The easiest solution is to lower that size difference; it's messy, but you need some method that accommodates for different list sizes. In other words, it's better to treat every unranked song as #11 if the list only has 10 songs. Why should they be treated as #101, other than the fact that other lists go to 100? That's essentially what using a flat rate suggests. A flat rate statistically gives more weight to smaller lists; which I hope we would agree is a bad thing, right?
In a way, you are always assigning every song points; zero is a value. It's all relative.
Of course, this is just me giving my own analysis for why there should be different weighing based off the size of a list; Henrik likely has entirely different reasons.

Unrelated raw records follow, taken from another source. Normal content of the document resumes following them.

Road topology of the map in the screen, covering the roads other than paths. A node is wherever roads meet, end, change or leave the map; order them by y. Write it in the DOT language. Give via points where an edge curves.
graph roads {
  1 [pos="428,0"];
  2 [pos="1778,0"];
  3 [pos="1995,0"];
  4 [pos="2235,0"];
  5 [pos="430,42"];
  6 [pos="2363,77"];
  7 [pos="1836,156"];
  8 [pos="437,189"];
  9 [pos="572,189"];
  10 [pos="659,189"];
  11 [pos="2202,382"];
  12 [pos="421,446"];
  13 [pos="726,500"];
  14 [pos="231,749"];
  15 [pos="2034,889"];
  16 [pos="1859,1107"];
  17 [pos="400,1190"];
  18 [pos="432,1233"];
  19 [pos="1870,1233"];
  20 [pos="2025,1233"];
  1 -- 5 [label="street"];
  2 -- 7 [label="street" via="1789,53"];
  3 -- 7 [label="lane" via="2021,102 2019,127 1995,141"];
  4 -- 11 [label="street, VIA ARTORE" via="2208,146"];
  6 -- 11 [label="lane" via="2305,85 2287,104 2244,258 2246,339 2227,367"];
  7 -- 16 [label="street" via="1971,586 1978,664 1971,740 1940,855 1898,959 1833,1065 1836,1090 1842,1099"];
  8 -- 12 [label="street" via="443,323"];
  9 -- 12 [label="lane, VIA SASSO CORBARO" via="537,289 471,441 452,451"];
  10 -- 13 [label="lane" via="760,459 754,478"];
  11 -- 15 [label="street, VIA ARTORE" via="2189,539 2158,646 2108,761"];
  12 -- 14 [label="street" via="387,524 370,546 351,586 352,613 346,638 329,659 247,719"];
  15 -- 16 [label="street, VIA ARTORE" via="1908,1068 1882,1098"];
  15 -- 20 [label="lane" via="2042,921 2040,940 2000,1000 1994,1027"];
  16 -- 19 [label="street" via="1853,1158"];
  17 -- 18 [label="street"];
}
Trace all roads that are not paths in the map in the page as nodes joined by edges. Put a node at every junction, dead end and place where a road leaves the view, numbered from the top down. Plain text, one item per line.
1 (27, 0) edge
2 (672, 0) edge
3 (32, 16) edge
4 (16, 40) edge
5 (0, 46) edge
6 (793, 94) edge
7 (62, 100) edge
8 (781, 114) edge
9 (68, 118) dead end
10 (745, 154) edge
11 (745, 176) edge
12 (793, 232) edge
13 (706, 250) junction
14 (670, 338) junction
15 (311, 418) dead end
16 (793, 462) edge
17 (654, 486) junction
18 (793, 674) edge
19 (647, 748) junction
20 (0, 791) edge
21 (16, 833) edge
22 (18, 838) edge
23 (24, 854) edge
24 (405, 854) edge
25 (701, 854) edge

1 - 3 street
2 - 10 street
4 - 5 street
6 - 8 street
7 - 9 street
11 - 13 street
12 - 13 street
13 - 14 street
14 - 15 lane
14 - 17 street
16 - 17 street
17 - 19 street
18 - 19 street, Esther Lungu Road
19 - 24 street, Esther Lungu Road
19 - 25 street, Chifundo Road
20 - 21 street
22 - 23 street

I decided to make a new thread so this doesn't end up cannibalizing the EOY songs thread.
First of all I want to say how much I appreciate the work you've done, Sweepstakes Ron, and to everyone else who has worked hard on this site to create these lists we all enjoy! I'm not saying I necessarily think you should change your method, but I think it's worth discussing especially since I use a different method with my own spreadsheet, and maybe I can be convinced that my method isn't ideal.
Well BleuPanda, it does seem like this system assigns points to songs that don't appear on a list - you're saying the songs outside that hypothetical list all get credit for being #11, etc. But that isn't what I meant with my post - A longer list already has more weight by virtue of being longer, even if each song of equal rank is weighted the same. So then to devalue the lower ranks of smaller lists creates an even bigger difference in the impact those lists have on the final results.
I guess you're arguing otherwise because of this: Say a 100-song list and a 10-song list have the exact same top 10. You'd argue that with equal point allocation the 10-song list has "more weight" because those 10 songs gain so much on the field with the 10-song list, while with the 100-song list many of their competitors in the spreadsheet appear later in the list and get a reasonable amount of points, so the top-10 songs gain less drastically on the field. Am I understanding the argument correctly or is there more to it?
My feeling is that songs that don't appear on small lists aren't at too much of a disadvantage since only 10 songs gain on them. Regardless of the allocation, a song that does not appear on either list is always impacted more negatively by the inclusion of the 100-song list, since 100 songs gain on it and the top songs are still gaining at least as much on the 100-song list as they do on the 10-song list, if not more, right? So other than my one example I don't see how smaller lists could be seen as having more weight.
How does it help to come up with hypothetical points for songs that might have appeared if lists were longer, rather than just using a formula that spits out a number of points for each rank regardless of list size and giving 0 points to songs that aren't listed (isn't that what we do for most of our polls, where lists of various lengths are accepted)?
Thanks in advance for the clarification!